Activity →
Copy the whole listing verbatim.

Provided data →
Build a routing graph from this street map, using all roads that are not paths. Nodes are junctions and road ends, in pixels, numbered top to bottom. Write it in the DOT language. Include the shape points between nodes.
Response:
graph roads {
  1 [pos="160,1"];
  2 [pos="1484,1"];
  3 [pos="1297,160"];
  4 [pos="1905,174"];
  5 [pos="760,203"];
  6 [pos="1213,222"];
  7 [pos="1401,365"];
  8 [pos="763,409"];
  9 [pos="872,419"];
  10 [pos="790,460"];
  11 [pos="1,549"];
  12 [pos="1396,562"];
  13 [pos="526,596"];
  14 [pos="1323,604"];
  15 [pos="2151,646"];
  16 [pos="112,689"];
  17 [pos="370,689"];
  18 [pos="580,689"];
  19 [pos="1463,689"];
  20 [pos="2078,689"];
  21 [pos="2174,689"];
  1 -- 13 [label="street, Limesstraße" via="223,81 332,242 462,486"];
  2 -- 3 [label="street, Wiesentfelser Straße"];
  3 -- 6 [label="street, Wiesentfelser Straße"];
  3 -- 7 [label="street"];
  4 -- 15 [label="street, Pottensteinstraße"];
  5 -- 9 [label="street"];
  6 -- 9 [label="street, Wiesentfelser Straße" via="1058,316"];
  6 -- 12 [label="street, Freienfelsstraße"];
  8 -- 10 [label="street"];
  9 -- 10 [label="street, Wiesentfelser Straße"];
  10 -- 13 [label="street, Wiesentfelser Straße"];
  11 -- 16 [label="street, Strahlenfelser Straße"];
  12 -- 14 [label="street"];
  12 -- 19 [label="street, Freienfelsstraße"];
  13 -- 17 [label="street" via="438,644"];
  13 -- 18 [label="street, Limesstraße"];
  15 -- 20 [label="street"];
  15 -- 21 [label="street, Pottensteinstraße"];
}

Task output →
Build a routing graph from this street map, using all roads that are not paths. Nodes are junctions and road ends, in pixels, numbered top to bottom. Write it in the DOT language. Include the shape points between nodes.
Response:
graph roads {
  1 [pos="160,1"];
  2 [pos="1484,1"];
  3 [pos="1297,160"];
  4 [pos="1905,174"];
  5 [pos="760,203"];
  6 [pos="1213,222"];
  7 [pos="1401,365"];
  8 [pos="763,409"];
  9 [pos="872,419"];
  10 [pos="790,460"];
  11 [pos="1,549"];
  12 [pos="1396,562"];
  13 [pos="526,596"];
  14 [pos="1323,604"];
  15 [pos="2151,646"];
  16 [pos="112,689"];
  17 [pos="370,689"];
  18 [pos="580,689"];
  19 [pos="1463,689"];
  20 [pos="2078,689"];
  21 [pos="2174,689"];
  1 -- 13 [label="street, Limesstraße" via="223,81 332,242 462,486"];
  2 -- 3 [label="street, Wiesentfelser Straße"];
  3 -- 6 [label="street, Wiesentfelser Straße"];
  3 -- 7 [label="street"];
  4 -- 15 [label="street, Pottensteinstraße"];
  5 -- 9 [label="street"];
  6 -- 9 [label="street, Wiesentfelser Straße" via="1058,316"];
  6 -- 12 [label="street, Freienfelsstraße"];
  8 -- 10 [label="street"];
  9 -- 10 [label="street, Wiesentfelser Straße"];
  10 -- 13 [label="street, Wiesentfelser Straße"];
  11 -- 16 [label="street, Strahlenfelser Straße"];
  12 -- 14 [label="street"];
  12 -- 19 [label="street, Freienfelsstraße"];
  13 -- 17 [label="street" via="438,644"];
  13 -- 18 [label="street, Limesstraße"];
  15 -- 20 [label="street"];
  15 -- 21 [label="street, Pottensteinstraße"];
}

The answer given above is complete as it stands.